What to do: Please return all lines in the listing holding the word "النابغة".

[Opening Records provided section]

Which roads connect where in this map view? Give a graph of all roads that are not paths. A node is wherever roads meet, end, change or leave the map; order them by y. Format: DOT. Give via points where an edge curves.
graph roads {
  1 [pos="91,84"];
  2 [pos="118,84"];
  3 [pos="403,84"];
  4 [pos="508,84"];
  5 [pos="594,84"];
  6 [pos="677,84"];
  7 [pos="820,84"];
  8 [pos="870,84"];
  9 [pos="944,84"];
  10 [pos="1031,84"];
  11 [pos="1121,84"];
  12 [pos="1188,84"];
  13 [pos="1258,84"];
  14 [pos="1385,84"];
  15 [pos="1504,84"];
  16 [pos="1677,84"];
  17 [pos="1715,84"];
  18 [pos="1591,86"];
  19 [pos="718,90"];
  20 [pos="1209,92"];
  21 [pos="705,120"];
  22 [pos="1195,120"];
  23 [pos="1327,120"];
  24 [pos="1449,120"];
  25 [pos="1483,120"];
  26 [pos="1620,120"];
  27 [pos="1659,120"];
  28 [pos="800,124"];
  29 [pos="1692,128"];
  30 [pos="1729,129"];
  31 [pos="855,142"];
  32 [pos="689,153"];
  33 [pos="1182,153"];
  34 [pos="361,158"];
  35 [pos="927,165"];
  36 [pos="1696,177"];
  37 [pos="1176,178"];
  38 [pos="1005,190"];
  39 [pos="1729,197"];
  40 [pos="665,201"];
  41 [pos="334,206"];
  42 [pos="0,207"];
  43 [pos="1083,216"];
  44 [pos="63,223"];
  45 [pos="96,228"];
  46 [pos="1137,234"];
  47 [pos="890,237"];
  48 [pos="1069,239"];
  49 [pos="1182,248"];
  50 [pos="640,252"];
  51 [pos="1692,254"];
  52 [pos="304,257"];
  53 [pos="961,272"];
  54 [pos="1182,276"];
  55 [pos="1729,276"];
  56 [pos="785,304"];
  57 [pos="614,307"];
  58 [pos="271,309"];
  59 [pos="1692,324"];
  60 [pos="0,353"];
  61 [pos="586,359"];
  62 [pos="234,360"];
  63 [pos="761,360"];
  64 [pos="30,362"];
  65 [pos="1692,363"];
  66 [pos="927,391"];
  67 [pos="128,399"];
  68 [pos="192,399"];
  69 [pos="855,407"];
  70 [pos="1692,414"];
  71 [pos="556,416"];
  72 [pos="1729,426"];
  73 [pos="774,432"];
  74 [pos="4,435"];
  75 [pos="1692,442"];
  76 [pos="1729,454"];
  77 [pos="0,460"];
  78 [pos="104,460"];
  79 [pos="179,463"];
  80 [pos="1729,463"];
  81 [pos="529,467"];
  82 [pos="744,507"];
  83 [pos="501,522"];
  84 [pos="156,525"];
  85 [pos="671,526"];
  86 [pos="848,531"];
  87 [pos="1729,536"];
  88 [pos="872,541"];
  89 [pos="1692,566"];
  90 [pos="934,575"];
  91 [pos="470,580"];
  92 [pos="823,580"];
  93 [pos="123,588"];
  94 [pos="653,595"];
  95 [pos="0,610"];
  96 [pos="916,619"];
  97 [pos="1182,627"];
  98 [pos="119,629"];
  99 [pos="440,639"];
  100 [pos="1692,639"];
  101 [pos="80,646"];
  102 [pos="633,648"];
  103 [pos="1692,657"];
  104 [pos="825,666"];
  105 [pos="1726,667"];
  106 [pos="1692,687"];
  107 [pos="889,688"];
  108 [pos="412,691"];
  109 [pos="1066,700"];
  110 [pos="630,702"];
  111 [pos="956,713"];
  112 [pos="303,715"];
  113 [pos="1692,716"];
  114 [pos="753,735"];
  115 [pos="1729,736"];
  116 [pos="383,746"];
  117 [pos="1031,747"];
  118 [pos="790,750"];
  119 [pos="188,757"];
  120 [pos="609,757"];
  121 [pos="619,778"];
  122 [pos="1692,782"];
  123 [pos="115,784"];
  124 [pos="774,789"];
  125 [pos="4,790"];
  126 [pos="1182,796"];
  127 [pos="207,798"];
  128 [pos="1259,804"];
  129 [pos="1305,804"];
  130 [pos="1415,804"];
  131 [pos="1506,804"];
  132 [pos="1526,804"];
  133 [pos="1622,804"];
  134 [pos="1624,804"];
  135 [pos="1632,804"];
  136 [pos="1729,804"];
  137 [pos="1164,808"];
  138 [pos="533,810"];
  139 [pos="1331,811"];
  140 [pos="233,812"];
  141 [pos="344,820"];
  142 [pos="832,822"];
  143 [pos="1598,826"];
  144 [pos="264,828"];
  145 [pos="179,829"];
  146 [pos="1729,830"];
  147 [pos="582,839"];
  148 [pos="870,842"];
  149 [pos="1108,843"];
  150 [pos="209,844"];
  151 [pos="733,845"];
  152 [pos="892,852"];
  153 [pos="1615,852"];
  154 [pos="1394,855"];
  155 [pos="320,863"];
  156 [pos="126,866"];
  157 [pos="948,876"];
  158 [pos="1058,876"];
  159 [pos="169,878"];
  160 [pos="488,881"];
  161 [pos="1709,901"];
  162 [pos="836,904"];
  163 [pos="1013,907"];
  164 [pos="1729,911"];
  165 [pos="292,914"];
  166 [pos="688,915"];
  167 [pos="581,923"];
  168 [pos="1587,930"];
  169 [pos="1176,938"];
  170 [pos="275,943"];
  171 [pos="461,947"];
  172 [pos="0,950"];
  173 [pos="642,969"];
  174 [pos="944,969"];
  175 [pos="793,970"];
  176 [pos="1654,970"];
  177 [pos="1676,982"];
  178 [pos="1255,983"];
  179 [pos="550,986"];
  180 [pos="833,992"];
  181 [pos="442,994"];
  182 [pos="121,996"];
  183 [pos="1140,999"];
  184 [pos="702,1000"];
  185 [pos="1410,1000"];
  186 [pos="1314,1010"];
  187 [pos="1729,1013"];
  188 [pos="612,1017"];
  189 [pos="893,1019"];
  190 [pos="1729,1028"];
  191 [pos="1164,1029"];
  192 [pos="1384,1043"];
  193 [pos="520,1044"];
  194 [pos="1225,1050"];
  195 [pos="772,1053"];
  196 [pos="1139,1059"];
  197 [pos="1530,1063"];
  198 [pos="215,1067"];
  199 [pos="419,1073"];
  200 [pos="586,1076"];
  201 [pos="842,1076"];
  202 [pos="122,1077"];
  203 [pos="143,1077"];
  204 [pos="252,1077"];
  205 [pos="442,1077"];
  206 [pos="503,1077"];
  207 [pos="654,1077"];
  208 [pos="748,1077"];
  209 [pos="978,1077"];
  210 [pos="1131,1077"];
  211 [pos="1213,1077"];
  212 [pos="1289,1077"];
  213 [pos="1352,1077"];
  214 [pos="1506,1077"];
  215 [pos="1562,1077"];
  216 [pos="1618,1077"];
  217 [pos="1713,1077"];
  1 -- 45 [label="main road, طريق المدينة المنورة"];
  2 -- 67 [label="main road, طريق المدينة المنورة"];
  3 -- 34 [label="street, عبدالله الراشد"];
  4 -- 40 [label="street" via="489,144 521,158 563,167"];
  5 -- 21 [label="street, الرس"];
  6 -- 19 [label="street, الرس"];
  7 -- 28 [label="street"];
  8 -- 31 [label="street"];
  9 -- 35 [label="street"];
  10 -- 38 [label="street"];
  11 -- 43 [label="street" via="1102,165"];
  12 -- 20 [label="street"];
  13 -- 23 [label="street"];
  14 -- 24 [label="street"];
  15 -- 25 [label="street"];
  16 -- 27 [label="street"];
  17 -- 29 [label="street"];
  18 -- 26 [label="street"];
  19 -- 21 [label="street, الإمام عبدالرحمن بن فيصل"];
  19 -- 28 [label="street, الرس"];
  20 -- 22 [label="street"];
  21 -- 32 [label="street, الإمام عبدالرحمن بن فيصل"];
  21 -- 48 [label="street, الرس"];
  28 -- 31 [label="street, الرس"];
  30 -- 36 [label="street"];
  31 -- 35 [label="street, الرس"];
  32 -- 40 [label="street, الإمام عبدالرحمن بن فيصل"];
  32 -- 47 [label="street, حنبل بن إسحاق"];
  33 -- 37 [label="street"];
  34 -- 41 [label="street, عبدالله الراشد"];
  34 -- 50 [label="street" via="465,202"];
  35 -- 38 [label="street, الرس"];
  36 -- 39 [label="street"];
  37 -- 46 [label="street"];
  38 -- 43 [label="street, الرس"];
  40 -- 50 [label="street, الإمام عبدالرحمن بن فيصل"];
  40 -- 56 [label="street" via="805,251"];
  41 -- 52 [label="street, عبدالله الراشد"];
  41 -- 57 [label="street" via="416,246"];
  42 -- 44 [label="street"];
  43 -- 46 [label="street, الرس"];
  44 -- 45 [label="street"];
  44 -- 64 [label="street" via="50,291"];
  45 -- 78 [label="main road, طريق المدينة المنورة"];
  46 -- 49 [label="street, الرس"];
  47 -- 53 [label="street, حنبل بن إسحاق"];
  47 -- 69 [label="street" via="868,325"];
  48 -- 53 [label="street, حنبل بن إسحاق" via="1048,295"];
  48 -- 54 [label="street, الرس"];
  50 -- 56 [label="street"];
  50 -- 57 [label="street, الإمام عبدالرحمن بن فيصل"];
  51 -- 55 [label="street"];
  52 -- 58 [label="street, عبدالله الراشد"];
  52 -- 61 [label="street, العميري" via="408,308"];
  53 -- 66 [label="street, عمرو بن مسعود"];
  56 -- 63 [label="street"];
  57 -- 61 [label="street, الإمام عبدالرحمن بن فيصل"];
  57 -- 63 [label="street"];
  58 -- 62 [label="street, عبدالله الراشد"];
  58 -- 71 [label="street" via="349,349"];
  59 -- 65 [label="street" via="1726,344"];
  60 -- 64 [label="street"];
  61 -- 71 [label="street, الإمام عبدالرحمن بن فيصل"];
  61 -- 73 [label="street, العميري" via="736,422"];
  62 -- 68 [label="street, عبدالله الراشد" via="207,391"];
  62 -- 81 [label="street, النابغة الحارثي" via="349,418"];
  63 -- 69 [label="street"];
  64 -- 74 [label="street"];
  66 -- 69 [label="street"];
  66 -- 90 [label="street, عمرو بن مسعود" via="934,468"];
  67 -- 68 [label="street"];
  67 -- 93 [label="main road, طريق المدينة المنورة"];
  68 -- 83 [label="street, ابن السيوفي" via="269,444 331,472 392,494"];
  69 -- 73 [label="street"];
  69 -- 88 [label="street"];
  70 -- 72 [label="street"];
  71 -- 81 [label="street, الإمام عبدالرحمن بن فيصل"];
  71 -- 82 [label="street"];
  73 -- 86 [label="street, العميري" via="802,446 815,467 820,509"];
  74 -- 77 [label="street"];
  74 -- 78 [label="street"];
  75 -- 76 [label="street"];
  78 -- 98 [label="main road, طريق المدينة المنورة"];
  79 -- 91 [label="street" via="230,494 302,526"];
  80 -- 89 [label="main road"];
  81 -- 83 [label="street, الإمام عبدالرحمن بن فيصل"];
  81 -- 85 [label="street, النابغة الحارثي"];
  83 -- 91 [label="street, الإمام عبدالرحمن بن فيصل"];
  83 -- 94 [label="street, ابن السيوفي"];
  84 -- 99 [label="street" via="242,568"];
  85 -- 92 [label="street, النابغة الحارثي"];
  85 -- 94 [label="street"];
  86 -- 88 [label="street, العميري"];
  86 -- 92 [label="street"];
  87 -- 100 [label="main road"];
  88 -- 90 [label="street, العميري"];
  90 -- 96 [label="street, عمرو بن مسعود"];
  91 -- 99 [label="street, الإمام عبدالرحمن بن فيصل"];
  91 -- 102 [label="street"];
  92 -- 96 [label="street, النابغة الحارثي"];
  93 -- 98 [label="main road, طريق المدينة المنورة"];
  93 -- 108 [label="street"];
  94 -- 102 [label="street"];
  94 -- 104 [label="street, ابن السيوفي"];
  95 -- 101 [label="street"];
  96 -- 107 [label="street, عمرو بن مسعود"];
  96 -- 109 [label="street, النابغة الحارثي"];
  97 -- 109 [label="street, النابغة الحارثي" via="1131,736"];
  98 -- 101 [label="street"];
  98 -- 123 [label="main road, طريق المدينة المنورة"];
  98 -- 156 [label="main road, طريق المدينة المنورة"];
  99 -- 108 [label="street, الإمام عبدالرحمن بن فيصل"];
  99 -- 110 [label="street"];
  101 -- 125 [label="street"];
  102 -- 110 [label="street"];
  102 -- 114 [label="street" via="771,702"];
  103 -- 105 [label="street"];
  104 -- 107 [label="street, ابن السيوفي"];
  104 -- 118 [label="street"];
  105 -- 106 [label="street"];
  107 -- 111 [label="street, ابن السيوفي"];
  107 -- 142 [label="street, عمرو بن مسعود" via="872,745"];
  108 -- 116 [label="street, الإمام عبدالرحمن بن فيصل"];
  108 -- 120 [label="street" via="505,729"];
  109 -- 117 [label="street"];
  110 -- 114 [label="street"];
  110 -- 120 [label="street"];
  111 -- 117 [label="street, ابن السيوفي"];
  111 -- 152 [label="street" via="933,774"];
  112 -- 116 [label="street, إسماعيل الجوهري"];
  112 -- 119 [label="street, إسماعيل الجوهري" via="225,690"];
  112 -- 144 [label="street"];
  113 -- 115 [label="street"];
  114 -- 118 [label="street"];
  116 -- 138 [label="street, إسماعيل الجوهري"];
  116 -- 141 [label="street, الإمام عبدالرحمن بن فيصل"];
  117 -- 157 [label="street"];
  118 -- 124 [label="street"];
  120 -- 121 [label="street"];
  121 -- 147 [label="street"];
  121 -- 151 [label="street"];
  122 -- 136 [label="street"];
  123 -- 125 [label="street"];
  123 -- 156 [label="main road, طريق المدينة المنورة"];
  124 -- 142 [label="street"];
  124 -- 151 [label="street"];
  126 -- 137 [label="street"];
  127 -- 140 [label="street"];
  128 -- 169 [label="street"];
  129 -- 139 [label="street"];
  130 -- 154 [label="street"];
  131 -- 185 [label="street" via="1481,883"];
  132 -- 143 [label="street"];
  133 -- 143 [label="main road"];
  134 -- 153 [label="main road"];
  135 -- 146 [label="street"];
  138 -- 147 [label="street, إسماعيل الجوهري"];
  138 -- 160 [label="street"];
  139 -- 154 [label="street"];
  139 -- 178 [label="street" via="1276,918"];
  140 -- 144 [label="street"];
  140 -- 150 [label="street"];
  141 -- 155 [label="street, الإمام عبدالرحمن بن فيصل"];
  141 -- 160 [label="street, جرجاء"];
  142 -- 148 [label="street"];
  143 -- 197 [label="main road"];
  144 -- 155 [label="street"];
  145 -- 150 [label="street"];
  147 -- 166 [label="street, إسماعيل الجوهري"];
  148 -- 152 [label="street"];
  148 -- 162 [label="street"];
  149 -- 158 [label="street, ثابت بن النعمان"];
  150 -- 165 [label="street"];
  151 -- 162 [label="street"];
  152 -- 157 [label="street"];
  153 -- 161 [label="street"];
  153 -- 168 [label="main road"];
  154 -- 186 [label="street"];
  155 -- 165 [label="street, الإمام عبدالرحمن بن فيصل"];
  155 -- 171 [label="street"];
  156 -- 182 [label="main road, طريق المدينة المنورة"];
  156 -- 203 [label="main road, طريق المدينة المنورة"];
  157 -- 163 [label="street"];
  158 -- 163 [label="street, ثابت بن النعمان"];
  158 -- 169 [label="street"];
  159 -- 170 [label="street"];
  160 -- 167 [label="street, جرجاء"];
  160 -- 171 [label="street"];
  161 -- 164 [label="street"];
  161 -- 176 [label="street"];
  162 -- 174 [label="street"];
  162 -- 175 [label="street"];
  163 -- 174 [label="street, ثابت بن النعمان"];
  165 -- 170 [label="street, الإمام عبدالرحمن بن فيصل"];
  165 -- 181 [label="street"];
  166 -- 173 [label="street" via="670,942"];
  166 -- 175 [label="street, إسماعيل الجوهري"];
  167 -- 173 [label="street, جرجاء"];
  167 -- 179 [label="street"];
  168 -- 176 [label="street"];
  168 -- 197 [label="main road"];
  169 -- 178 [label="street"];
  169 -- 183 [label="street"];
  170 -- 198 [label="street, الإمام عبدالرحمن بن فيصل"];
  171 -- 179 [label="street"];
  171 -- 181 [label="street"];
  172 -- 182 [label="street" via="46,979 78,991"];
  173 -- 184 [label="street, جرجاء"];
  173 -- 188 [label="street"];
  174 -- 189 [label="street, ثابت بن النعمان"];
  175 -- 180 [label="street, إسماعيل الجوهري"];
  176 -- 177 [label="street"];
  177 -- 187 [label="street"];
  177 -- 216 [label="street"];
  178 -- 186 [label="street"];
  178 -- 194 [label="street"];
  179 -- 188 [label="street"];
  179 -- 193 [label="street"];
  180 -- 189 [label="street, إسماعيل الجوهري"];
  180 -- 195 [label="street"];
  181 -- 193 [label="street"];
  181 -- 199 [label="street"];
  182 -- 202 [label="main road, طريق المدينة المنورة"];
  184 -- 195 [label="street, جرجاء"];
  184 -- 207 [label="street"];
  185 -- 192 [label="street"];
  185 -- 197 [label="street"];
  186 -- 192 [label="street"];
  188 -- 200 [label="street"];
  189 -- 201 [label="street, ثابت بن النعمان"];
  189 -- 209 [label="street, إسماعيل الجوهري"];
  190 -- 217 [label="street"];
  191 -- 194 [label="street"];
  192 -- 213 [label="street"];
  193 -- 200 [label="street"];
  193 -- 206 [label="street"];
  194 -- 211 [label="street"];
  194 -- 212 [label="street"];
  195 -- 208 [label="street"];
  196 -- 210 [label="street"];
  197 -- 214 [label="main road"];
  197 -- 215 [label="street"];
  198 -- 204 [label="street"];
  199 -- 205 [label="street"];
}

[Closing Records provided section]

Answer space:
  62 -- 81 [label="street, النابغة الحارثي" via="349,418"];
  81 -- 85 [label="street, النابغة الحارثي"];
  85 -- 92 [label="street, النابغة الحارثي"];
  92 -- 96 [label="street, النابغة الحارثي"];
  96 -- 109 [label="street, النابغة الحارثي"];
  97 -- 109 [label="street, النابغة الحارثي" via="1131,736"];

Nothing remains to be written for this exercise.